Task prompt: Give the data again in full, without pictures.

----

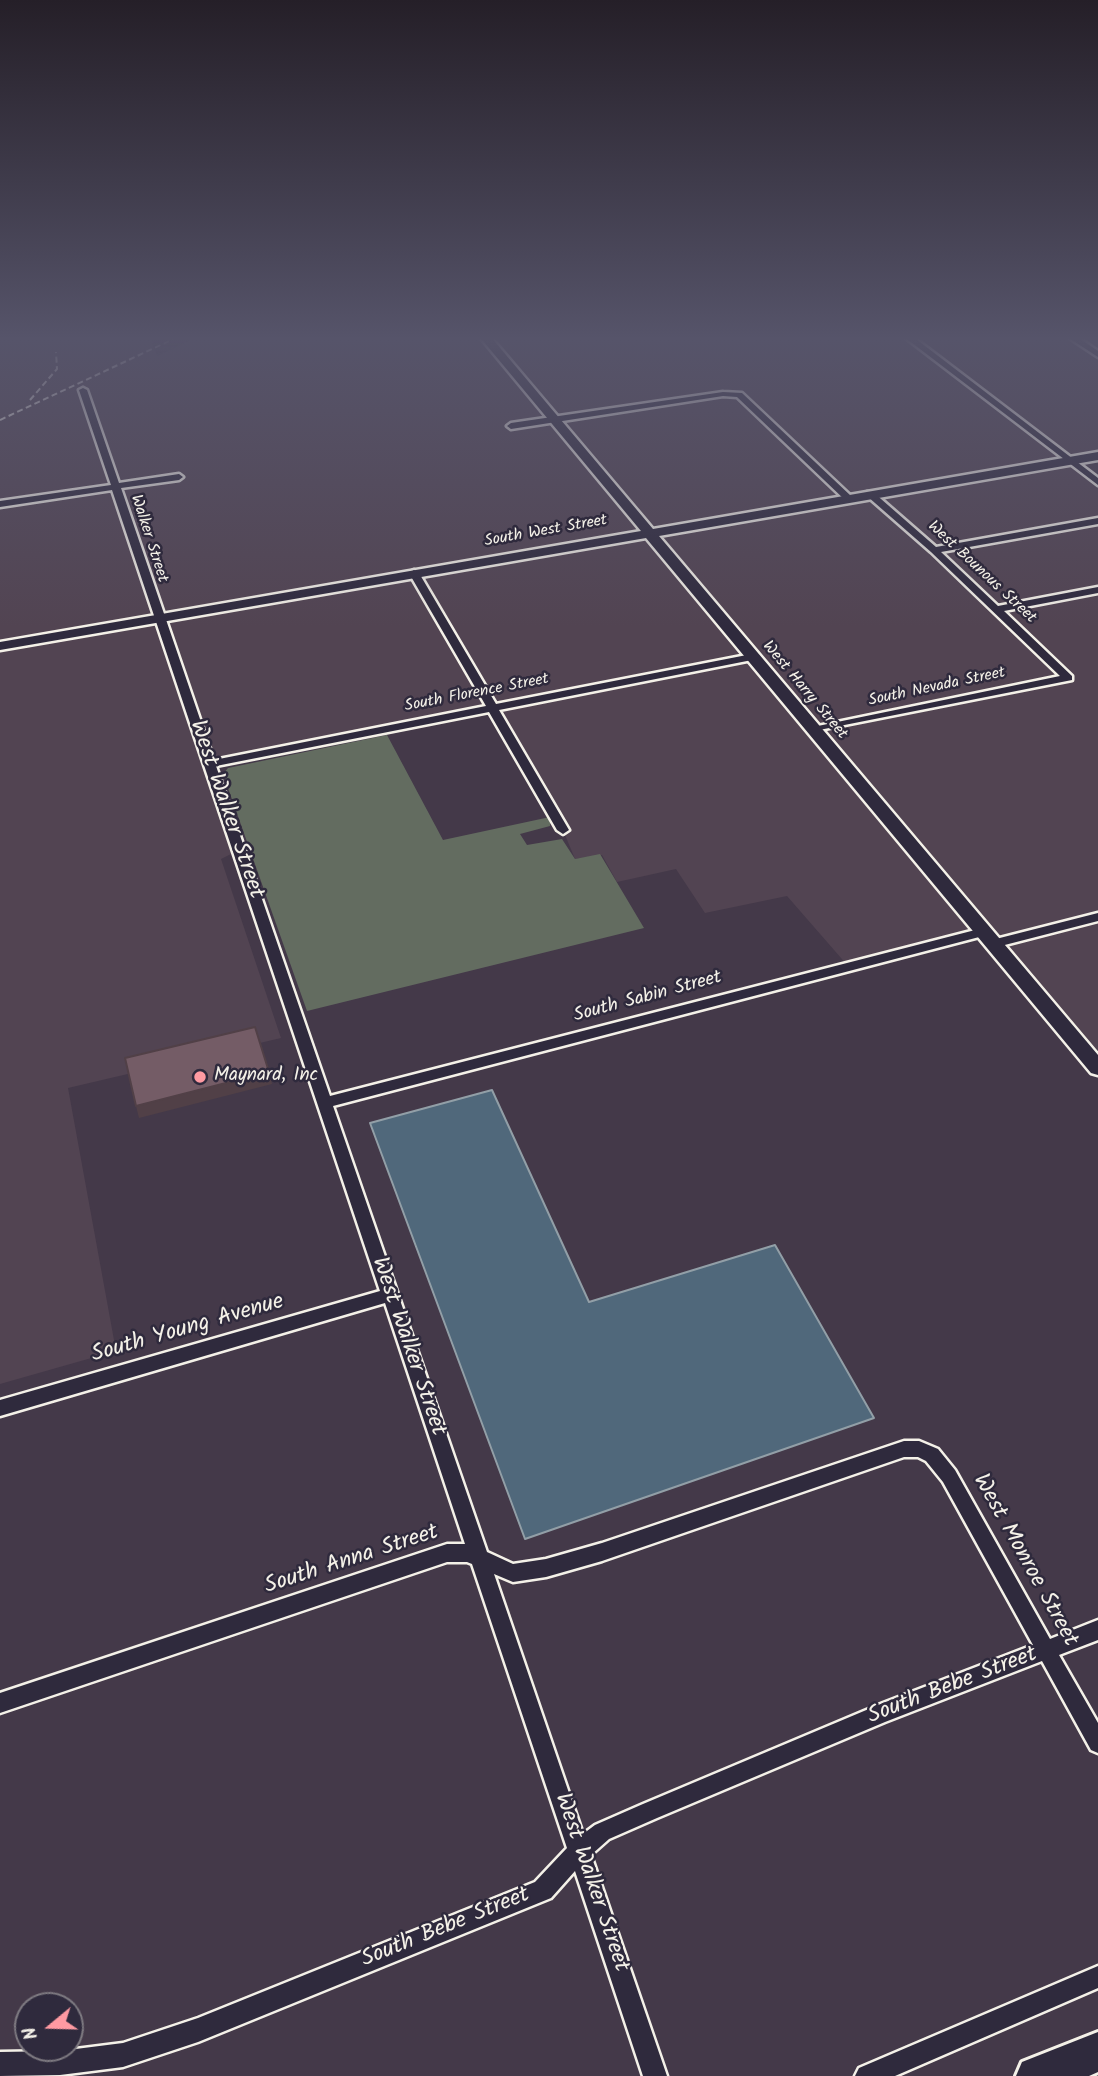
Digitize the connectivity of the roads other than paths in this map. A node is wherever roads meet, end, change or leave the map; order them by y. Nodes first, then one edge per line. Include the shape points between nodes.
1 (97, 433) edge
2 (565, 433) edge
3 (781, 433) edge
4 (1033, 433) edge
5 (1098, 456) edge
6 (1070, 461) junction
7 (179, 477) dead end
8 (1098, 482) edge
9 (114, 487) junction
10 (870, 494) junction
11 (848, 498) junction
12 (0, 504) edge
13 (1098, 521) edge
14 (648, 532) junction
15 (934, 550) junction
16 (414, 573) junction
17 (1098, 590) edge
18 (998, 610) junction
19 (158, 617) junction
20 (0, 646) edge
21 (752, 657) junction
22 (1068, 678) joint
23 (492, 708) junction
24 (813, 730) junction
25 (209, 764) junction
26 (563, 830) dead end
27 (1098, 917) edge
28 (988, 938) junction
29 (1098, 1068) edge
30 (324, 1103) junction
31 (389, 1295) junction
32 (0, 1408) edge
33 (919, 1449) joint
34 (479, 1558) junction
35 (1098, 1630) edge
36 (1046, 1650) junction
37 (0, 1703) edge
38 (1098, 1743) edge
39 (579, 1851) junction
40 (1098, 1977) edge
41 (1098, 2052) edge
42 (0, 2064) edge
43 (655, 2076) edge
44 (867, 2076) edge
45 (1036, 2076) edge

1 - 9 street, Walker Street
2 - 14 street, West Harry Street
3 - 11 street
4 - 6 street
5 - 6 street, South West Street
6 - 8 street
6 - 10 street, South West Street
7 - 9 street
9 - 12 street
9 - 19 street, Walker Street
10 - 11 street, South West Street
10 - 15 street, West Bounous Street
11 - 14 street, South West Street
13 - 15 street
14 - 16 street, South West Street
14 - 21 street, West Harry Street
15 - 18 street, West Bounous Street
16 - 19 street, South West Street
16 - 23 street
17 - 18 street
18 - 22 street, West Bounous Street
19 - 20 street, South West Street
19 - 25 street, West Walker Street
21 - 23 street, South Florence Street
21 - 24 street, West Harry Street
22 - 24 street, South Nevada Street
23 - 25 street, South Florence Street
23 - 26 street
24 - 28 street, West Harry Street
25 - 30 street, West Walker Street
27 - 28 street, South Sabin Street
28 - 29 street, West Harry Street
28 - 30 street, South Sabin Street
30 - 31 street, West Walker Street
31 - 32 street, South Young Avenue
31 - 34 street, West Walker Street
33 - 34 street, South Anna Street via 904,1449 546,1568 513,1573
33 - 36 street, West Monroe Street via 932,1455 949,1476
34 - 37 street, South Anna Street via 447,1553
34 - 39 street, West Walker Street
35 - 36 street, South Bebe Street
36 - 38 street, West Monroe Street
36 - 39 street, South Bebe Street via 662,1805 602,1832
39 - 42 street, South Bebe Street via 543,1890 198,2030 123,2055
39 - 43 street, West Walker Street
40 - 44 street
41 - 45 highway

----

Task output:
Digitize the connectivity of the roads other than paths in this map. A node is wherever roads meet, end, change or leave the map; order them by y. Nodes first, then one edge per line. Include the shape points between nodes.
1 (97, 433) edge
2 (565, 433) edge
3 (781, 433) edge
4 (1033, 433) edge
5 (1098, 456) edge
6 (1070, 461) junction
7 (179, 477) dead end
8 (1098, 482) edge
9 (114, 487) junction
10 (870, 494) junction
11 (848, 498) junction
12 (0, 504) edge
13 (1098, 521) edge
14 (648, 532) junction
15 (934, 550) junction
16 (414, 573) junction
17 (1098, 590) edge
18 (998, 610) junction
19 (158, 617) junction
20 (0, 646) edge
21 (752, 657) junction
22 (1068, 678) joint
23 (492, 708) junction
24 (813, 730) junction
25 (209, 764) junction
26 (563, 830) dead end
27 (1098, 917) edge
28 (988, 938) junction
29 (1098, 1068) edge
30 (324, 1103) junction
31 (389, 1295) junction
32 (0, 1408) edge
33 (919, 1449) joint
34 (479, 1558) junction
35 (1098, 1630) edge
36 (1046, 1650) junction
37 (0, 1703) edge
38 (1098, 1743) edge
39 (579, 1851) junction
40 (1098, 1977) edge
41 (1098, 2052) edge
42 (0, 2064) edge
43 (655, 2076) edge
44 (867, 2076) edge
45 (1036, 2076) edge

1 - 9 street, Walker Street
2 - 14 street, West Harry Street
3 - 11 street
4 - 6 street
5 - 6 street, South West Street
6 - 8 street
6 - 10 street, South West Street
7 - 9 street
9 - 12 street
9 - 19 street, Walker Street
10 - 11 street, South West Street
10 - 15 street, West Bounous Street
11 - 14 street, South West Street
13 - 15 street
14 - 16 street, South West Street
14 - 21 street, West Harry Street
15 - 18 street, West Bounous Street
16 - 19 street, South West Street
16 - 23 street
17 - 18 street
18 - 22 street, West Bounous Street
19 - 20 street, South West Street
19 - 25 street, West Walker Street
21 - 23 street, South Florence Street
21 - 24 street, West Harry Street
22 - 24 street, South Nevada Street
23 - 25 street, South Florence Street
23 - 26 street
24 - 28 street, West Harry Street
25 - 30 street, West Walker Street
27 - 28 street, South Sabin Street
28 - 29 street, West Harry Street
28 - 30 street, South Sabin Street
30 - 31 street, West Walker Street
31 - 32 street, South Young Avenue
31 - 34 street, West Walker Street
33 - 34 street, South Anna Street via 904,1449 546,1568 513,1573
33 - 36 street, West Monroe Street via 932,1455 949,1476
34 - 37 street, South Anna Street via 447,1553
34 - 39 street, West Walker Street
35 - 36 street, South Bebe Street
36 - 38 street, West Monroe Street
36 - 39 street, South Bebe Street via 662,1805 602,1832
39 - 42 street, South Bebe Street via 543,1890 198,2030 123,2055
39 - 43 street, West Walker Street
40 - 44 street
41 - 45 highway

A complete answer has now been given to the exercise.